If you have read any of our road trip posts, you'll probably have noticed that beer was a bit of a theme... Here's a beer focused collage from the trip.

Monday, October 8, 2007

Smoked Chicken



Inspired by an appetizer we ate at Josef's in Santa Rosa and still remembering the barbecued turkey event in the mountains, I decided to try my luck at doing a smoked chicken here at home. (Mike had suggested BBQ Pork Butt, but that would have to wait for another day.)



We had some apple wood and alder wood chips on hand, perfect for poultry since they're milder than hickory.

The chicken was brined for several hours in a salt and sugar solution. Since it's smoked at a low temperature (200 degrees) for several hours, the brine included a little pink salt like you would use for other cured meats.



For the glaze, I used Early Times whiskey and a nice, dark, grade B maple syrup. The flavor and texture came out wonderfully, and went really well with a warm, vinegary potato salad.

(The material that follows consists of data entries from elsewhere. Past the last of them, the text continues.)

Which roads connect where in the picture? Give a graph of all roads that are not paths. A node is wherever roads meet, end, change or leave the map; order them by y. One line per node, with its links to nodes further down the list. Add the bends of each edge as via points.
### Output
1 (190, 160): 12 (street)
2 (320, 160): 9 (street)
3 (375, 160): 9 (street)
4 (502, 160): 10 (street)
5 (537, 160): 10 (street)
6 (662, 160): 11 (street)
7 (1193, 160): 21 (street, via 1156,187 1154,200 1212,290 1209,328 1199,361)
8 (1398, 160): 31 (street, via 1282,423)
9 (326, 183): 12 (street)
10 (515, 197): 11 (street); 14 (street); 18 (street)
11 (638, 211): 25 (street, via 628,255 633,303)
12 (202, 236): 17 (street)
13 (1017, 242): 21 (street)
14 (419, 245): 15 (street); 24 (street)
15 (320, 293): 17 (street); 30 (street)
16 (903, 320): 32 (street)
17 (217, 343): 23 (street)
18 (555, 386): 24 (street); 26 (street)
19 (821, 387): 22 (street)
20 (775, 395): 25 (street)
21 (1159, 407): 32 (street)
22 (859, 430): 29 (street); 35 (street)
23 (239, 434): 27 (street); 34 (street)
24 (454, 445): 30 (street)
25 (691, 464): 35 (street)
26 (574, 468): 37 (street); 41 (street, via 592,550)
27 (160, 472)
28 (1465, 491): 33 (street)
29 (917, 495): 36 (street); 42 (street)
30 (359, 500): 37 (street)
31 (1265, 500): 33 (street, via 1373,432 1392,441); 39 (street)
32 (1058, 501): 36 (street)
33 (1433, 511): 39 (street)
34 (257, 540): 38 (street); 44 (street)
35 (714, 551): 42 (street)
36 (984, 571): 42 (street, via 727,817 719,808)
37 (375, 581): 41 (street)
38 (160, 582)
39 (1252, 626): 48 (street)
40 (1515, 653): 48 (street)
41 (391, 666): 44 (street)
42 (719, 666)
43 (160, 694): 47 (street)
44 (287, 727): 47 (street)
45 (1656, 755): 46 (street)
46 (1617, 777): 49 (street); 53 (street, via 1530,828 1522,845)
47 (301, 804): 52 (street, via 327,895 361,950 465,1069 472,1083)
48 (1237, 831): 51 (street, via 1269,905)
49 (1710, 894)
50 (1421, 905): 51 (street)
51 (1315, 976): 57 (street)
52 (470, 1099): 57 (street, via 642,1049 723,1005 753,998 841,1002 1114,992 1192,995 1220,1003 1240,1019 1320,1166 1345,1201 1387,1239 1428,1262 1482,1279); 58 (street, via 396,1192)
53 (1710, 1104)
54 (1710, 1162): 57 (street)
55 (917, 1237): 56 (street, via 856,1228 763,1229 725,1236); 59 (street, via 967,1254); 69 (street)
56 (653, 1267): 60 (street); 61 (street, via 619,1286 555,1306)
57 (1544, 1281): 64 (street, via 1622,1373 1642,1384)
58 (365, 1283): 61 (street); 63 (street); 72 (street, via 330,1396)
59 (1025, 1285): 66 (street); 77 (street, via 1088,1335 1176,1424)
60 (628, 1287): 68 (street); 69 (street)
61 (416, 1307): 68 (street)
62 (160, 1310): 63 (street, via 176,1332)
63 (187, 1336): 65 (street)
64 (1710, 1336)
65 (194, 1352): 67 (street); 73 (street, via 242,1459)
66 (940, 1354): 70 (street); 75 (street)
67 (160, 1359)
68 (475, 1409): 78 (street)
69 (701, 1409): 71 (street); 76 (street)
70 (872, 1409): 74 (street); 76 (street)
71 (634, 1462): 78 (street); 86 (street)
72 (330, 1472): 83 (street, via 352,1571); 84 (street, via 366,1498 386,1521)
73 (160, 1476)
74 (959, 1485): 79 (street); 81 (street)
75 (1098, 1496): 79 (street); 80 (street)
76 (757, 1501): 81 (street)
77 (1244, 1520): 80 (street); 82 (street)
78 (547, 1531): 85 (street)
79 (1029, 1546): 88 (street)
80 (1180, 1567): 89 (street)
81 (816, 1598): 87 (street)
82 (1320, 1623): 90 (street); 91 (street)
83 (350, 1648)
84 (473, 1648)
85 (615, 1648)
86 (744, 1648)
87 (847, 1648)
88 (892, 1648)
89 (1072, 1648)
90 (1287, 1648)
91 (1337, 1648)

We found that we liked the breast more than the dark meat (which ended up more salty from the brine). The next time we try this technique, we may just use skin-on, bone-in chicken breasts instead of the whole bird.

Whiskey-Glazed Smoked Chicken

Based on a recipe from Charcuterie. Instructions here are for a gas grill.

The Brine:

1 gallon (4 liters) water
1 1/2 cups (350 grams) kosher salt
1/2 cup (125 grams) sugar
8 teaspoons (42 grams) pink salt

The Glaze:

1 cup (250 ml) bourbon
1/2 cup (125 grams) maple sugar or 1/2 cup maple syrup
1/4 packed cup (50 grams) dark brown sugar
Pinch cayenne pepper

1 (3-4 pound) chicken

Mix the brine ingredients in a large (~12 quart) pot until all sugar and salts have dissolved. Place the pot in the refrigerator until the brine is cold.

Rinse the chicken under cold water, and then place it into the brine. The chicken should be fully submerged; use a plate to weigh it down if it tends to float. Chill for about 18 hours.

Remove the chicken from the brine and rinse well under cold water. Pat dry with paper towels, place on a tray and refrigerate uncovered for at least 4 hours or up to a day. This allows the salt brine to distribute more evenly and improves the skin's ability to accept the smoke flavor.

Mix the glaze ingredients in a small pan and bring to a low simmer, stirring to dissolve the sugar. Continue cooking until the glaze becomes syrupy. The original recipe suggested arriving at a volume of 1 cup, however cooking longer to achieve a 1/2-cup volume results in a thicker glaze with more chance of sticking to your bird. When ready, remove from heat and allow to cool.

Prepare your grill for hot smoking by lighting only one burner. Put a wood chip smoker box filled with damp wood chips near the lit burner and bring to a smolder. Place the chicken on a grill rack away from the lit burner and close the grill lid. Maintain a temperature of about 200 degrees, replenishing wood chips as necessary to achieve a consistent smokiness.

After about 2 hours, brush some of the glaze all over the surface of the chicken. Close the grill lid and continue smoking the bird until a thermometer inserted into the thigh registers 160 degrees, about an hour to an hour-and-a-half longer.

Remove the chicken from the grill and brush with more of the glaze. Let rest at least 15 minutes before carving and serve warm now, or chilled later.